Warren rejects the concept that it is possible for Americans to become wealthy in isolation. 


"You built a factory out there? Good for you," she says. "But I want to be clear: you moved your goods to market on the roads the rest of us paid for; you hired workers the rest of us paid to educate; you were safe in your factory because of police forces and fire forces that the rest of us paid for. You didn't have to worry that marauding bands would come and seize everything at your factory, and hire someone to protect against this, because of the work the rest of us did."

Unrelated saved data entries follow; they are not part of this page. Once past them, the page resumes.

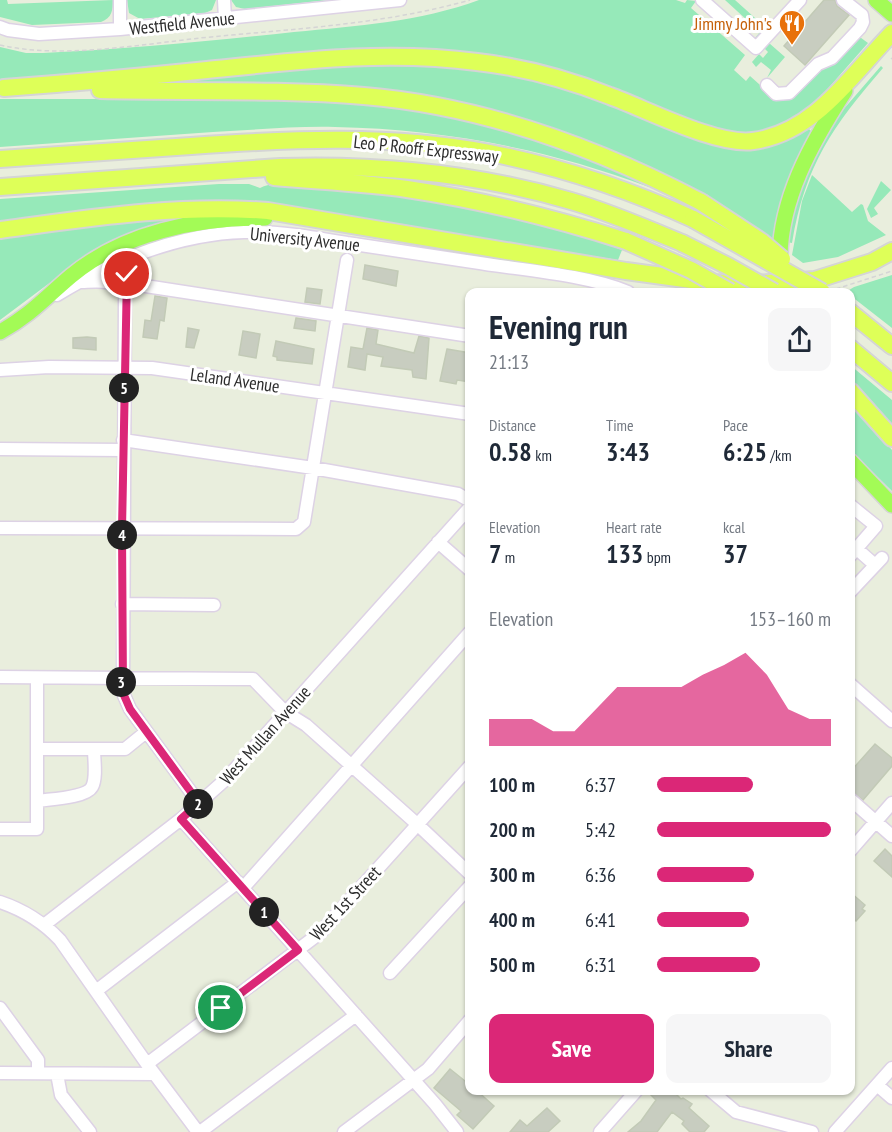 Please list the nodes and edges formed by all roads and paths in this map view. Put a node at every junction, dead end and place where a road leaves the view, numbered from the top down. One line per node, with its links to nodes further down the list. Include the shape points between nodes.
1 (120, 0): 12 (street)
2 (224, 0): 10 (street)
3 (400, 0): 10 (street, Westfield Avenue)
4 (470, 0): 14 (path, via 383,20 122,46 40,51)
5 (702, 0): 6 (street, via 756,48)
6 (800, 0)
7 (843, 0): 16 (street, via 862,15 857,32 789,93 776,94)
8 (876, 0): 9 (main road)
9 (892, 14)
10 (225, 19): 12 (street, Westfield Avenue)
11 (0, 27): 12 (street, Westfield Avenue, via 39,34)
12 (120, 29)
13 (892, 33): 15 (highway)
14 (0, 45)
15 (850, 83): 17 (highway, via 793,128 745,142 715,137 608,95 544,75 480,62 415,55 336,58); 32 (main road, via 820,130 796,180 779,253)
16 (767, 85)
17 (2, 88): 35 (highway, bridge, via 322,93 366,96 497,120 584,147 642,171 701,202 762,242)
18 (0, 159): 34 (highway, Leo P Rooff Expressway, bridge, via 279,140 403,142 489,153 618,187 693,219)
19 (222, 171): 20 (highway, Leo P Rooff Expressway); 29 (highway, bridge, via 347,182 465,199 626,241); 31 (highway, Leo P Rooff Expressway, bridge, via 368,167 475,179 570,201 682,243)
20 (0, 187)
21 (347, 225): 22 (highway, via 268,211 194,208); 30 (highway, via 678,279); 38 (main road, via 246,218 173,228 132,241 89,262)
22 (0, 230)
23 (892, 251): 33 (highway, via 824,278)
24 (134, 255): 27 (street, University Avenue); 28 (street, University Avenue, via 201,236 244,232 289,234); 37 (street)
25 (347, 260): 39 (street)
26 (892, 271): 36 (path)
27 (78, 282): 37 (street, via 109,282); 38 (street, University Avenue)
28 (613, 288)
29 (723, 288)
30 (768, 288)
31 (777, 288)
32 (779, 288)
33 (783, 288)
34 (817, 288)
35 (818, 288)
36 (834, 288)
37 (126, 289): 39 (street); 45 (street)
38 (43, 303): 41 (main road, University Avenue)
39 (337, 316): 42 (street); 48 (street)
40 (856, 316): 43 (highway)
41 (0, 332)
42 (465, 335)
43 (892, 346)
44 (855, 352): 47 (highway)
45 (124, 367): 46 (street, Leland Avenue); 48 (street, Leland Avenue); 52 (street)
46 (0, 370)
47 (892, 383)
48 (325, 393): 50 (street, Leland Avenue); 55 (street)
49 (855, 397): 51 (highway)
50 (465, 413)
51 (892, 438)
52 (123, 445): 53 (street); 55 (street); 62 (street)
53 (0, 449)
54 (855, 466): 58 (main road)
55 (313, 468): 57 (street); 62 (street, via 304,522 296,529)
56 (855, 476): 58 (street)
57 (465, 498)
58 (892, 506)
59 (855, 509): 64 (street, via 876,526)
60 (465, 512): 63 (street, West Mullan Avenue)
61 (0, 528): 62 (street)
62 (122, 529): 68 (street)
63 (438, 542): 66 (street); 75 (street, West Mullan Avenue)
64 (855, 552)
65 (855, 553): 67 (street, via 879,561)
66 (465, 566)
67 (855, 587)
68 (122, 604): 69 (street); 73 (street)
69 (214, 605)
70 (465, 638): 80 (street)
71 (0, 677): 72 (street)
72 (37, 678): 73 (street); 78 (street)
73 (121, 678): 75 (street, via 253,679); 77 (street, via 125,702)
74 (855, 688): 76 (street)
75 (285, 712): 80 (street, via 306,725); 83 (street, West Mullan Avenue, via 225,780)
76 (892, 721)
77 (146, 732): 79 (street, via 125,749); 83 (street)
78 (37, 749): 79 (street); 82 (street)
79 (94, 749): 82 (street, via 93,786 89,791)
80 (351, 765): 88 (street); 93 (street)
81 (465, 771): 88 (street, West 1st Street)
82 (37, 801): 89 (street, via 37,829)
83 (199, 803): 86 (street, West Mullan Avenue)
84 (855, 803): 87 (street)
85 (892, 803): 87 (street)
86 (181, 819): 93 (street); 96 (street, West Mullan Avenue)
87 (876, 822): 90 (street); 91 (street)
88 (417, 824): 92 (street); 97 (street, West 1st Street, via 320,933)
89 (0, 829)
90 (892, 836)
91 (855, 845)
92 (465, 869)
93 (240, 885): 97 (street); 99 (street)
94 (465, 892): 98 (street)
95 (0, 902): 96 (street)
96 (44, 925): 99 (street, via 60,940)
97 (298, 950): 101 (street); 104 (street, West 1st Street)
98 (390, 974)
99 (96, 991): 104 (street)
100 (0, 1008): 106 (street, via 38,1060)
101 (356, 1015): 108 (street); 114 (street)
102 (465, 1026): 108 (street)
103 (892, 1068): 109 (street)
104 (151, 1069): 107 (street); 114 (street)
105 (0, 1073): 106 (street)
106 (38, 1073): 107 (street)
107 (57, 1074): 113 (street, via 61,1095)
108 (414, 1080): 115 (street); 116 (street)
109 (877, 1085): 112 (street); 119 (street)
110 (633, 1095): 117 (street)
111 (716, 1095): 118 (street, via 736,1112)
112 (892, 1098)
113 (90, 1132)
114 (199, 1132)
115 (344, 1132)
116 (457, 1132)
117 (600, 1132)
118 (812, 1132)
119 (835, 1132)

 I hate to burst her bubble but in my case I set up a business in 20 countries, my investors were in 8, my customers spanned more, and I moved from the US to the Czech Republic because the conditions were better, less regulation, and the electricity worked, here in New Jersey JCPL seemed to always have business killing outages, and still does. So do I get a rebate!

So should I tell all my subsequent investments; just leave the US because otherwise some greedy Harvard Professor wants your money.

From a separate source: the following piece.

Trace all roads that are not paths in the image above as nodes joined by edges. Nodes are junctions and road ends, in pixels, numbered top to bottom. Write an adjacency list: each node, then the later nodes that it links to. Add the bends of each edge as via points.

Such a statement, if true, shows the total lack of understanding in the Progressives of how an entrepreneur works. They take risks, sometimes even life threatening risks, to seek a dream, and they get people to follow them in that dream. Is there a payoff, well sometimes, but often it is failure, and they pick themselves up again and start over. That, dear Professor, is what made and can still make America great, unless you want us all to move to Prague! You see in Prague they saw the results of your thinking and have rejected it. They had tanks, they had redistribution. They rejected that.

It was like when my ancestor, Jacob van der Voort came from Holland in 1649 and started his farm in what became Brooklyn. He settled in the unprotected hill tops, growing crops, bring them across the river to what was New Amsterdam. Did the Dutch remind him of the great advantage they had afforded him to take those risks? Doubtful. 

So when the Professor makes a definitive statement of "Nobody" she perhaps ought to think that she is not as omniscient as she thinks she is. In engineering, we always look for the exception, we look at boundary conditions, we look at extremes. Well Professor, look down Mass Ave, and there are hundreds! They, Madam, are your future, try not to send them all back to where they came from! For if you do, then God help this country!

Now The Economist has a more detailed quote:

I hear all this, you know, “Well, this is class warfare, this is whatever.”—No!
There is nobody in this country who got rich on his own. Nobody.
You built a factory out there—good for you! But I want to be clear.
You moved your goods to market on the roads the rest of us paid for.
You hired workers the rest of us paid to educate.
You were safe in your factory because of police forces and fire forces that the rest of us paid for.
You didn’t have to worry that marauding bands would come and seize everything at your factory, and hire someone to protect against this, because of the work the rest of us did.
Now look, you built a factory and it turned into something terrific, or a great idea—God bless. Keep a big hunk of it.
But part of the underlying social contract is you take a hunk of that and pay forward for the next kid who comes along.

 But, good Professor, I hired Czechs, Poles, Russians, Greeks, Thais, Koreans, and no one paid to educate them in the US, but I did pay via Real Estate Taxes to educate many here in New Jersey, who for the most part were unemployable, poorly educated. I was not safe in my home because, well it is New Jersey, and perhaps one may seen that television show... my "goods" moved over fiber built by Germans, French, Russians, Romanians, Ukrainians, ... Need I continue.

What "social contract", I did not see Rousseau anywhere on my block, not even Hobbes, perhaps the good Professor could read my book, perhaps de Tocqueville.

So they want to replace a native born resident of the Commonwealth with another wild eyed erstwhile socialist! It will be interesting.And yes, I paid for her education, she went to Rutgers!